Bill Garrett didn’t receive memorably rousing ovations at the ends of both his high school and collegiate careers simply by blending in and being okay. He was exceptional. He left an imprint — an important one, a lasting one, which this book memorializes wonderfully.
While the steps Bill Garrett took helped pave the way for the slow trickle of black college basketball players to follow, and the floodgates that opened thereafter, his example transcends mere college basketball.
Because Bill Garrett was much more than just a great basketball player. He was an admirable man — a man of equal parts pride and humility, a man of principle, a good husband, a good father, a good friend.
You will learn all of this by reading Getting Open.
And you will learn much more.
You will learn about the great Herman B Wells, whose dedication to making Indiana University better never ceased, even on his deathbed. As Indiana basketball fans, we would not be able to claim, with immense pride, that we broke the Big Ten’s egregious gentlemen’s agreement were it not for Mr. Wells’ courage and foresight.
You will also learn about Emerson Johnson — who delivered one of the great performances in Indiana high school basketball history in helping Shelbyville win a state title, but who still couldn’t dance with a white classmate without the barrier of a handkerchief between his hand and hers. (The description of this particular scene affected me more than any other.)
You will learn about the state of Indiana’s harrowing history of racial intolerance. If you’re an older Hoosier, you likely know all about it. If you’re a younger Hoosier, you may have your eyes opened to the truth about our state’s regrettable past.

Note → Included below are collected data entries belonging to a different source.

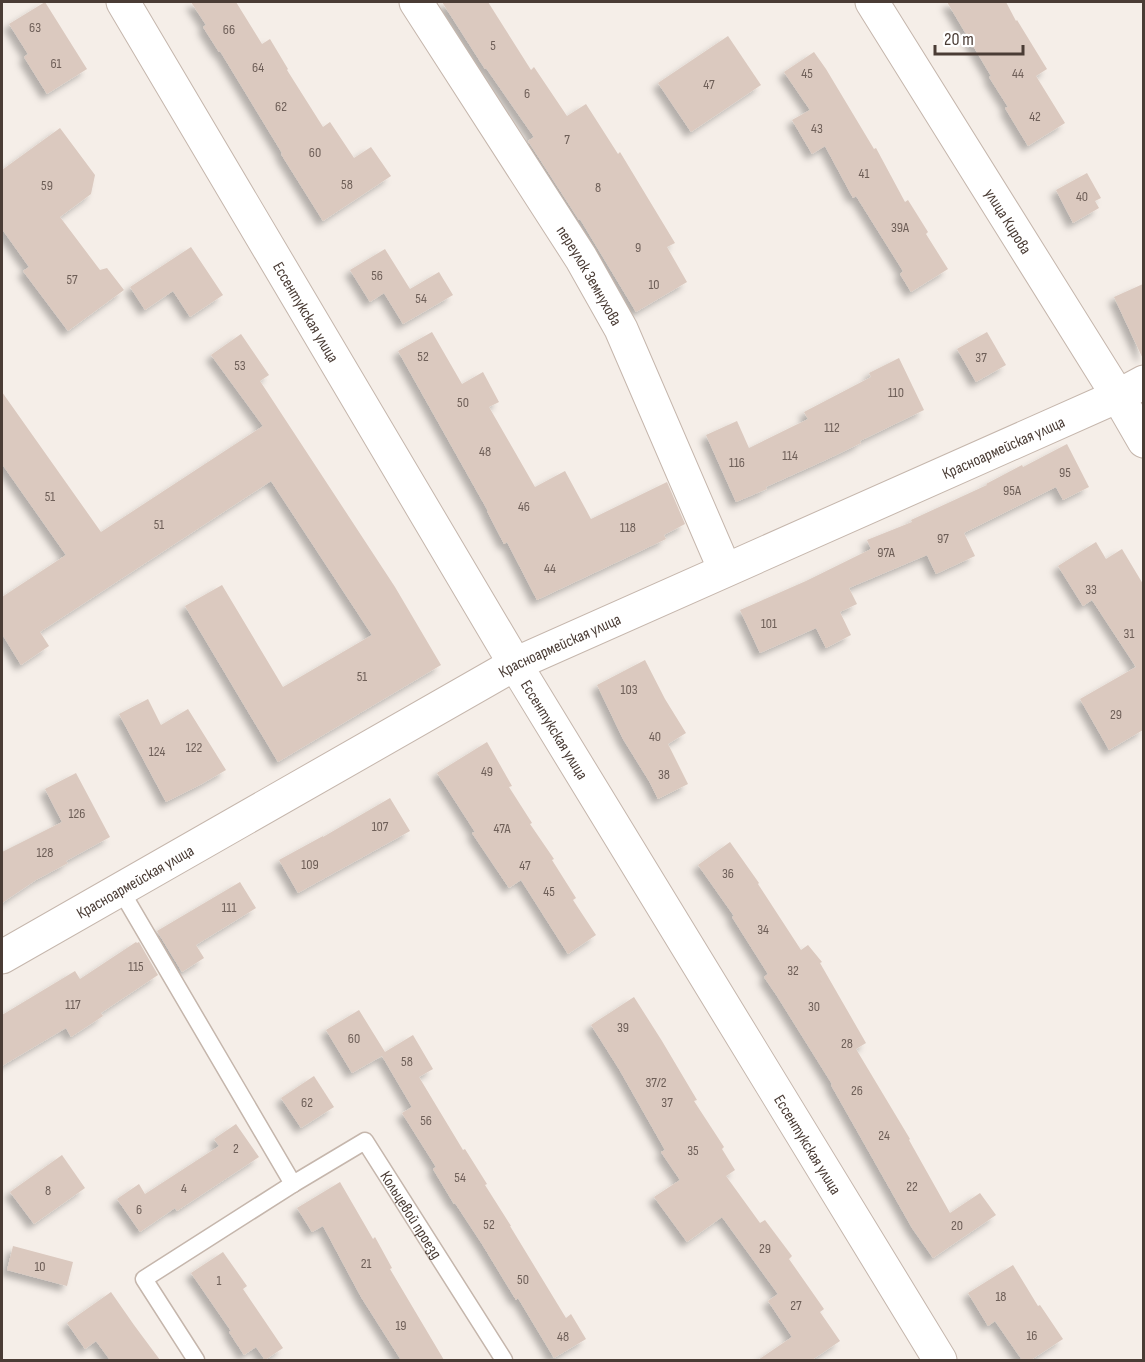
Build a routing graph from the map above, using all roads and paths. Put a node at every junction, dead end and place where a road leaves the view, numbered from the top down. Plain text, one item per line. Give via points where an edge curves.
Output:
1 (123, 2) edge
2 (416, 2) edge
3 (872, 2) edge
4 (1130, 389) edge
5 (1143, 441) edge
6 (726, 570) junction
7 (515, 664) junction
8 (120, 890) junction
9 (2, 957) edge
10 (292, 1184) junction
11 (196, 1360) edge
12 (504, 1360) edge
13 (940, 1360) edge

1 - 7 street, Ессентукская улица
2 - 6 street, переулок Земнухова via 621,329
3 - 4 street, улица Кирова
4 - 5 street, улица Кирова
4 - 6 street, Красноармейская улица
6 - 7 street, Красноармейская улица
7 - 8 street, Красноармейская улица
7 - 13 street, Ессентукская улица
8 - 9 street, Красноармейская улица
8 - 10 lane
10 - 11 lane, Кольцевой проезд via 144,1279
10 - 12 lane, Кольцевой проезд via 365,1141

And you will, of course, learn about Bill Garrett’s years playing at Indiana under Branch McCracken. You’ll learn about the chemistry issues that were present on the team Garrett’s sophomore year, and how they improved during his final two seasons, along with the team’s performance. You’ll learn about how a severely undersized team — the 6’2 Garrett was Indiana’s center — turned its weakness into a strength by reprising the “Hurryin’ Hoosiers” of the early 1940s.
You might also learn a little something about yourself in the process of reading this book. I certainly did.
I realized how easy it is, given the comfort of my upbringing and the distance in time that 2016 is from 1947, to forget just how unnecessarily and unconscionably difficult life was for a large segment of our country just a few generations ago. It’s never fun to be reminded about this, but it’s important to be from time to time.
The quickest way to repeat history is to forget about it. The best part about Getting Open is that it shines a light on a very dark part of our history, while shining an even brighter one on a handful of important men and women who helped change things for the better.
I cannot recommend this book more highly.
And I am very grateful for the generosity of the Assembly Call audience member who sent me this book.
I’ve read most of the books about Indiana basketball. They are all interesting and important in their own rights. None is more interesting, and certainly none is more important, than this one.
(Note: The links to the book included here are affiliate links, so Amazon pays us a commission should you click those links and purchase.)
And with that, the joy of hanging Banner #6 is now one week closer.
Thanks for your continued support for The Assembly Call. We’ll be back next Saturday with a new roundup.
Now go enjoy yourself a 6-banner Saturday.